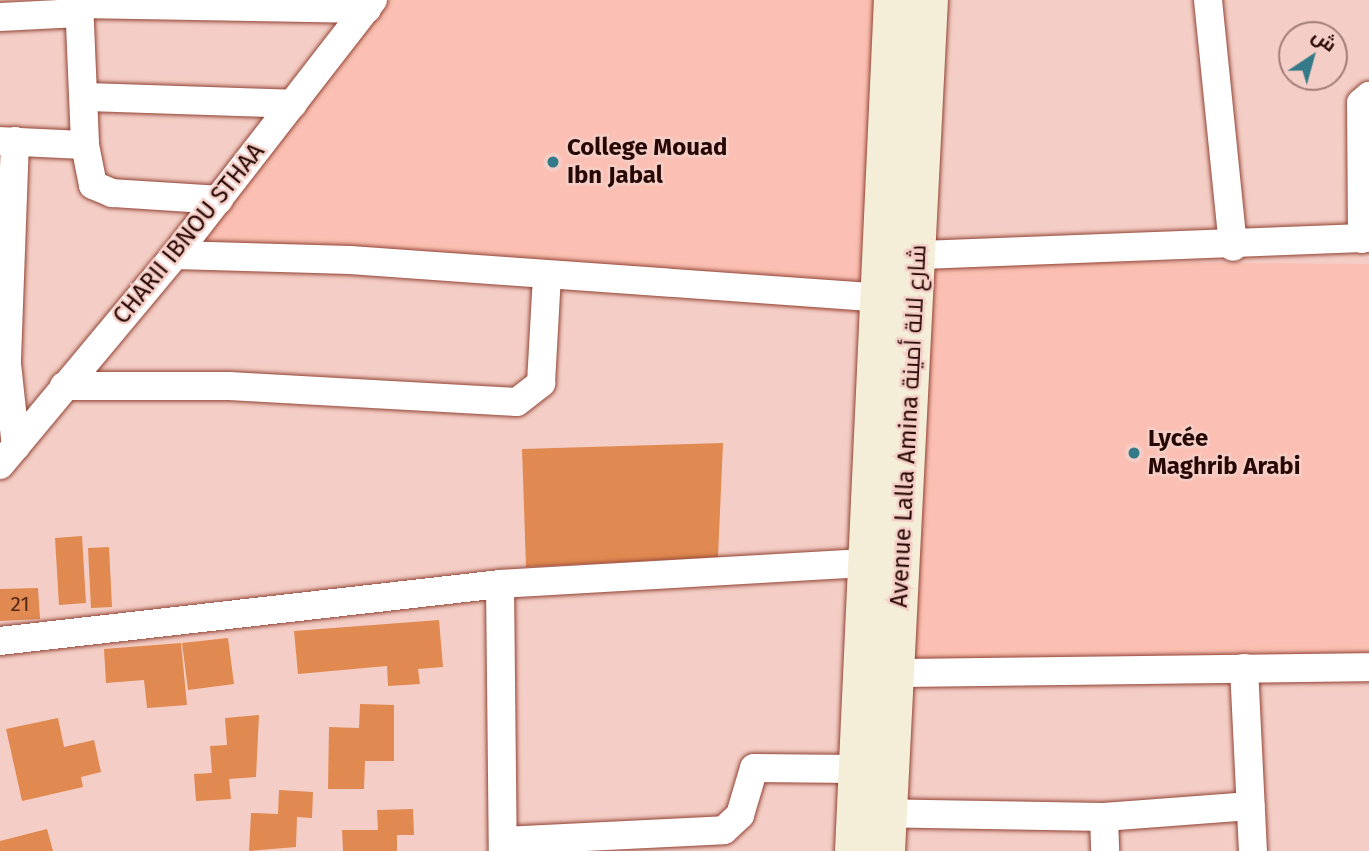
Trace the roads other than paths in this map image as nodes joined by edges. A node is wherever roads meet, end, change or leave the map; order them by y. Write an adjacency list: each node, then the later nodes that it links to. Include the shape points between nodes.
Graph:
1 (893, 0): 17 (street, Avenue Lalla Amina شارع لالة أمينة)
2 (929, 0): 16 (street, Avenue Lalla Amina شارع لالة أمينة)
3 (1208, 0): 14 (street)
4 (370, 4): 5 (street); 9 (street, CHARII IBNOU STHAA)
5 (79, 6): 6 (street); 8 (street)
6 (0, 17)
7 (1369, 96): 13 (street, via 1361,103)
8 (86, 97): 9 (street); 11 (street)
9 (293, 104): 12 (street, CHARII IBNOU STHAA)
10 (8, 141): 11 (street); 22 (street)
11 (85, 145): 12 (street, via 93,186 112,193)
12 (219, 200): 15 (street, CHARII IBNOU STHAA)
13 (1365, 238): 14 (street)
14 (1233, 247): 16 (street)
15 (175, 255): 18 (street); 21 (street, CHARII IBNOU STHAA)
16 (919, 255): 17 (street); 20 (street, Avenue Lalla Amina شارع لالة أمينة)
17 (878, 257): 19 (street, Avenue Lalla Amina شارع لالة أمينة)
18 (547, 276): 19 (street); 21 (street, via 541,383 517,402 229,386)
19 (876, 296): 20 (street); 23 (street, Avenue Lalla Amina شارع لالة أمينة)
20 (916, 302): 28 (street, Avenue Lalla Amina شارع لالة أمينة)
21 (64, 386): 22 (street, CHARII IBNOU STHAA)
22 (8, 456)
23 (863, 564): 24 (street); 29 (street, Avenue Lalla Amina شارع لالة أمينة)
24 (500, 584): 25 (street); 34 (street)
25 (0, 641)
26 (1369, 667): 27 (street)
27 (1244, 668): 28 (street); 30 (street)
28 (897, 673): 31 (street, Avenue Lalla Amina شارع لالة أمينة)
29 (856, 769): 31 (street, Avenue Lalla Amina شارع لالة أمينة); 33 (street, via 754,768 740,815 729,827)
30 (1251, 806): 32 (street); 38 (street)
31 (871, 813): 32 (street); 35 (street, Avenue Lalla Amina شارع لالة أمينة); 36 (street, Avenue Lalla Amina شارع لالة أمينة)
32 (1104, 817): 37 (street)
33 (646, 845): 34 (street)
34 (503, 846)
35 (854, 851)
36 (886, 851)
37 (1105, 851)
38 (1253, 851)

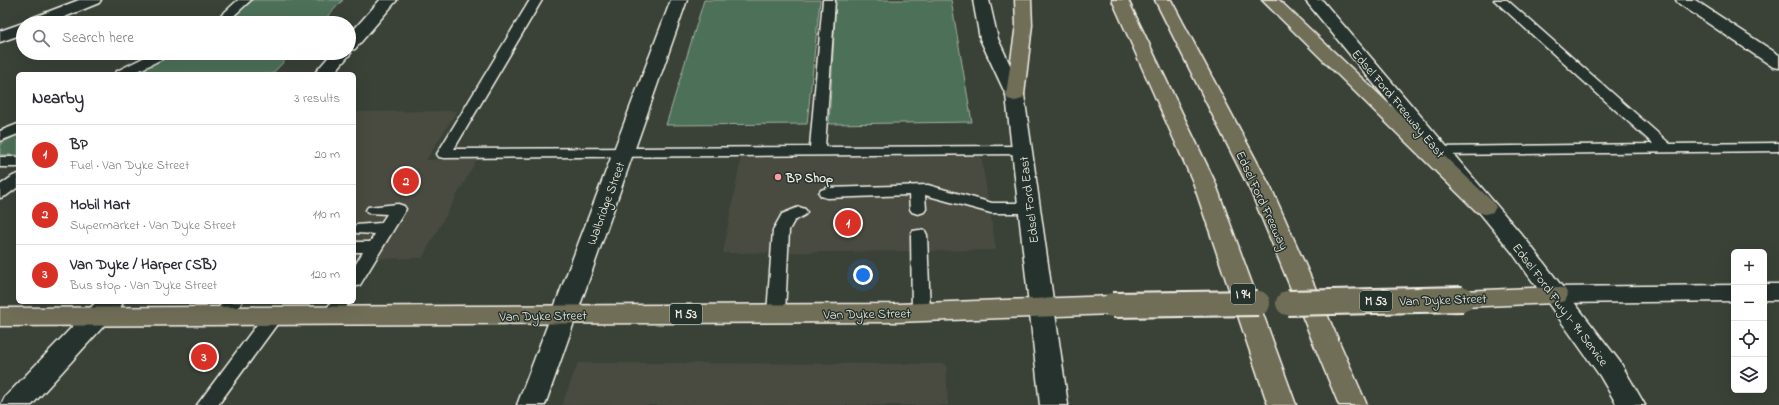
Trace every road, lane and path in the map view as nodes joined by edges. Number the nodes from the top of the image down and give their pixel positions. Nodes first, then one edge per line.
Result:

==================================================

▸ **Try it**:
The expected answer is every line above in which the word "Trace" appears.

▸ **Response to this task**:
Trace the roads other than paths in this map image as nodes joined by edges. A node is wherever roads meet, end, change or leave the map; order them by y. Write an adjacency list: each node, then the later nodes that it links to. Include the shape points between nodes.
Trace every road, lane and path in the map view as nodes joined by edges. Number the nodes from the top of the image down and give their pixel positions. Nodes first, then one edge per line.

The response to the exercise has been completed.